The clips will be outside and will be exposed to the weather and direct sunlight, the weather here is relatively hot (up to 30C) with a lot of sun most of the year and rain in the winter.
I only have PLA, ABS and PETG available, anything else will take too long to arrive.
I don't care about the parts changing color and mostly I don't care about them deforming a little bit - only about breaking.
If the parts have to be replaced after a year I'm ok with it, less then that will be annoying, longer will be better.
So, under those conditions, which of the 3 materials is more durable?
Ok, I tried all 3 materials.
PLA failed after less then one day, I believe it deformed from the constant pressure and fell out (I didn't find the part but I didn't really search for it, there's some tall grass below the window)
ABS lasted about a year, it fell strait down and I found the part, it looks ok if probably deformed by just a few mm so it doesn't pressure fit anymore.
PETG still going strong as I write this
PLA is not ice to desappear in one day, I have parts printed two years ago an still is working in good shape. Also "nice" testing if you loose one testing part and don't try to find it, what kind of proof is that?

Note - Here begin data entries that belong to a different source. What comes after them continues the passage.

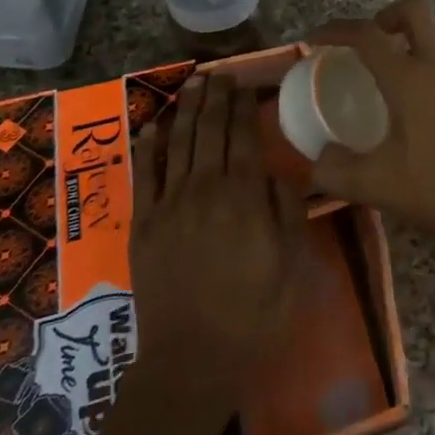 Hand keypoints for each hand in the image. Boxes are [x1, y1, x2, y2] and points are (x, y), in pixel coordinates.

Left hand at [66, 72, 303, 434]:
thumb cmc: (255, 312)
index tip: (245, 84)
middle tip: (219, 74)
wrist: (193, 359)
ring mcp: (169, 205)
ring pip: (177, 144)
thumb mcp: (291, 262)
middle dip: (215, 99)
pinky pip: (144, 176)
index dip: (243, 107)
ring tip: (192, 84)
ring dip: (185, 111)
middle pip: (208, 132)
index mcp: (244, 196)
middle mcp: (204, 189)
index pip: (243, 137)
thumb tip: (283, 168)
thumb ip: (287, 209)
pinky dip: (148, 147)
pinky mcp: (143, 226)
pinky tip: (153, 126)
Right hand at [309, 0, 434, 359]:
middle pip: (414, 13)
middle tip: (361, 48)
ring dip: (405, 51)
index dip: (337, 30)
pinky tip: (413, 118)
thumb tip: (317, 161)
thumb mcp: (378, 186)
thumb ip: (336, 171)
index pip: (368, 35)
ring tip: (381, 90)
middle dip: (383, 17)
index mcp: (412, 79)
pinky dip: (423, 76)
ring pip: (432, 44)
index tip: (315, 40) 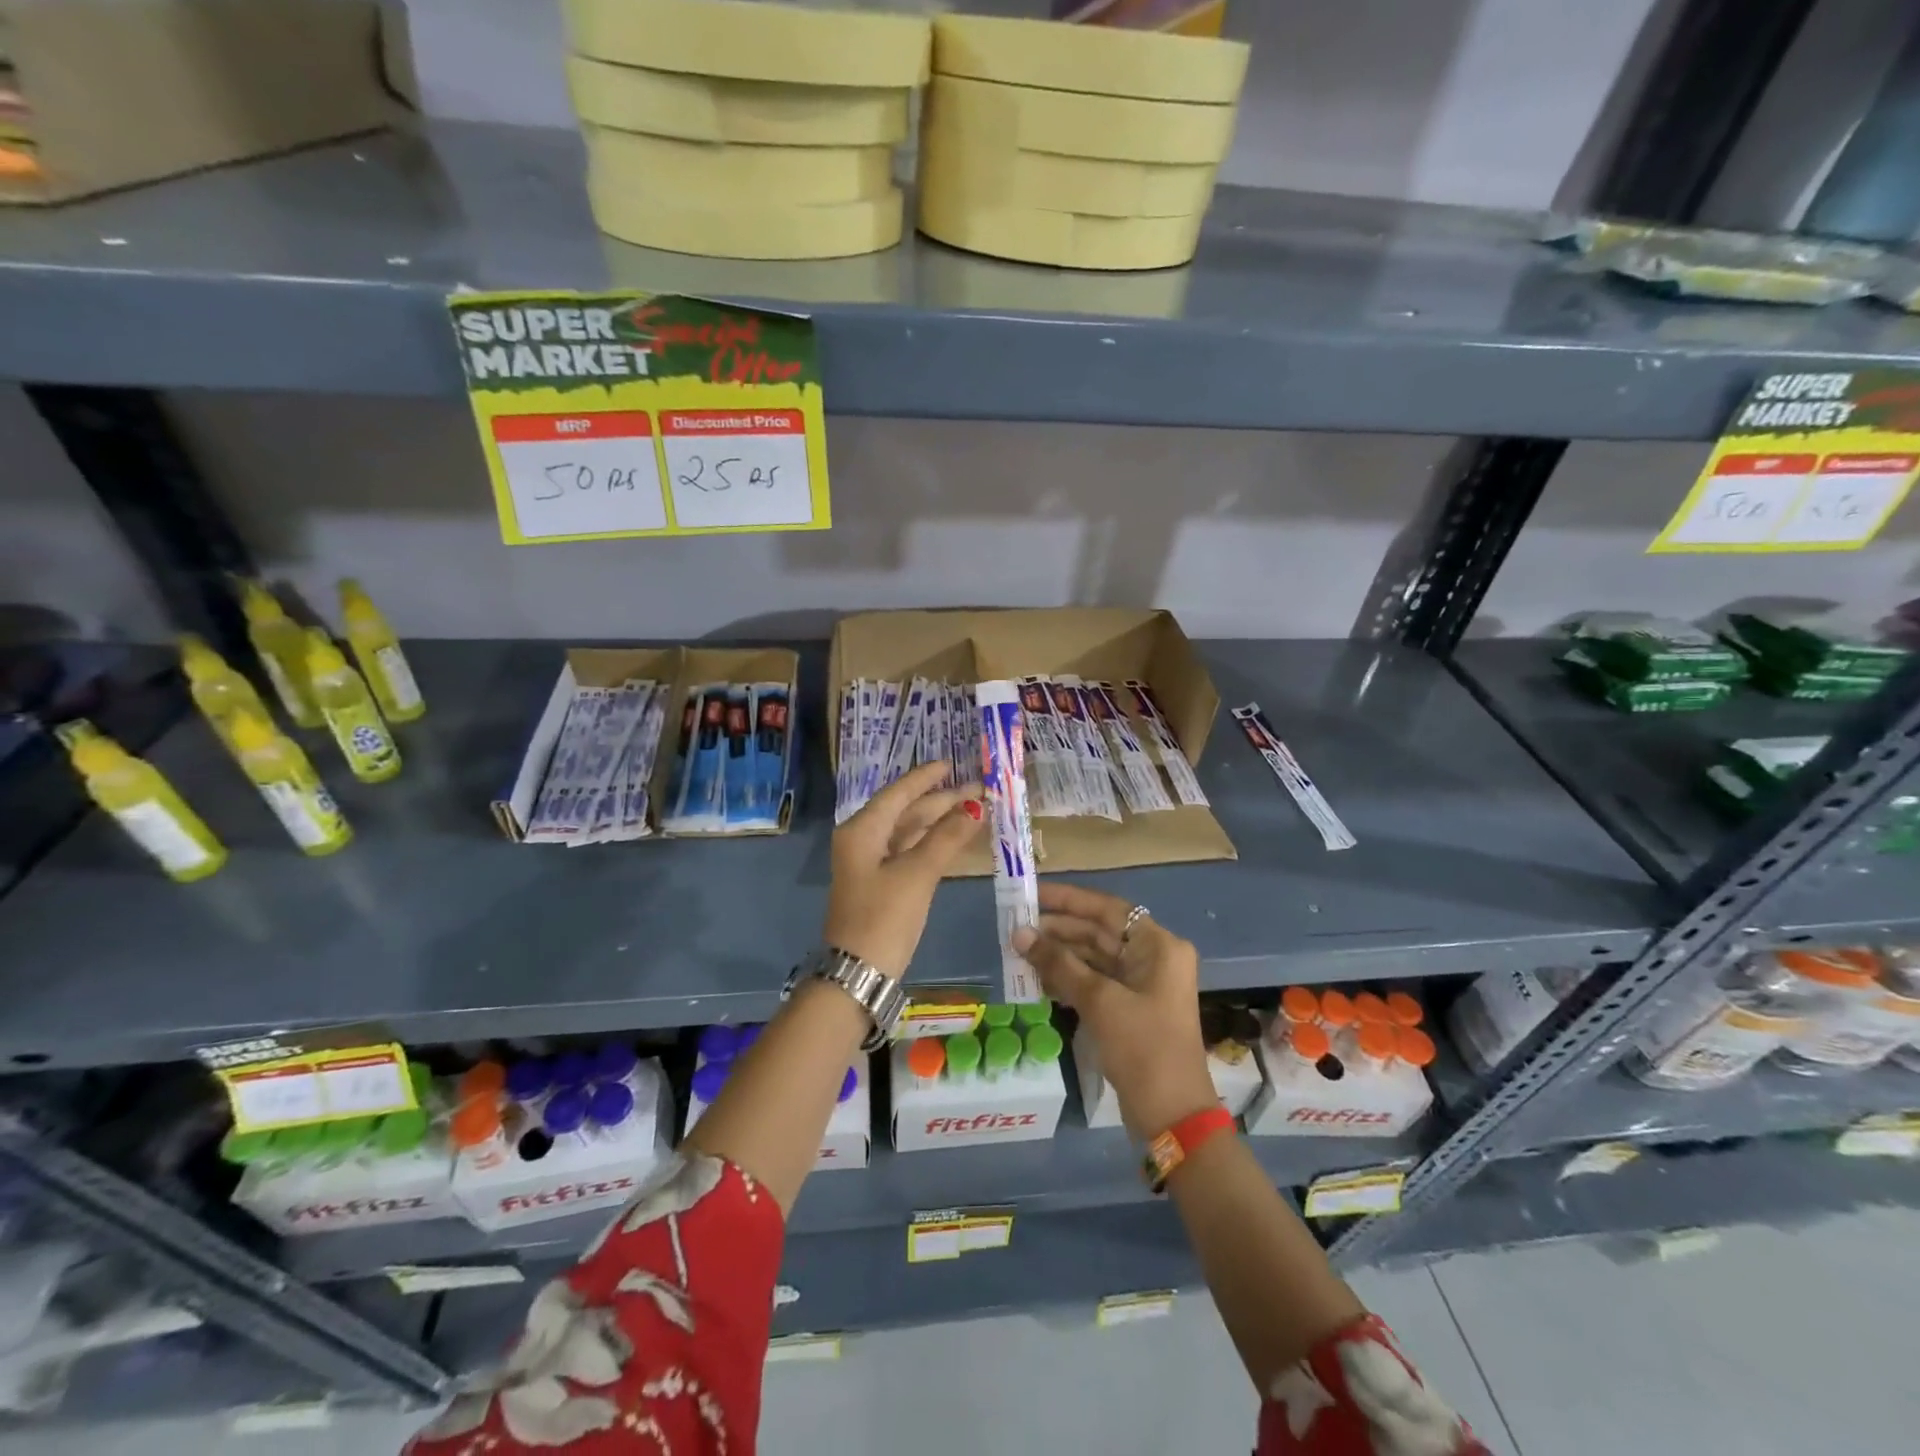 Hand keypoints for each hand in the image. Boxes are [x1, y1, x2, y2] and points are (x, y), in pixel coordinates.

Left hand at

@FernandoBaltazar - those parts are pressure-fit on the outside of a ledge on the 3rd floor and hold a tight pigeon net, the most likely failure mode is that the part deforms just enough to not hold the ledge any more and is then shot into the street below by the tension of the net. it makes sense PLA does not work for this specific case because it involves constant pressure and PLA is known for deforming under pressure, the direct sun and heat probably doesn't help - this isn't proof that PLA isn't good for outdoor use but it does show PLA doesn't work for my specific use
Well, all depends on kind of testing and robustness of the parts involved. I have parts as supports for antenna for repetiers directly to sun exposed with no shadow during the whole day. Of course some parts need to be for stronger material like ABS and some polycarbonates, but as a hobbie we will use the material available on the market.
Very interesting that PETG outperformed ABS, as ABS has a higher Tg temperature. I'm curious what filament colors you used? That might have made a difference.
@Blossoming_Flower - Both ABS and PETG are completely solid at any outdoor temperature anywhere on earth, so the Tg temperature is kind of irrelevant here. I used cheap Chinese "natural" PETG (also, natural ABS from the same supplier)
@Blossoming_Flower - I don't know, all I know it was pressure-fit into place outside and it fell down after about a year, it didn't break and without measuring it looked like it kept it's shape, I assume it deformed because otherwise it didn't have a reason for falling, it could be any combination of UV from the sun, water from rain, temperature changes, wind, or anything else, for all I know a bird might have pulled it our intentionally. I'm not a material scientist, chemist, or anyone who has any business talking about this but if I had to guess I would go with UV as the dominant factor
(Late to the party) With luck, you will have figured out by now that it really doesn't matter much which filament chemistry you use, as long as you PAINT IT. Paint blocks the UV and prevents moisture intrusion, stabilizing the object. Recommendation: prime with shellac, then paint with "aluminum" colored paint.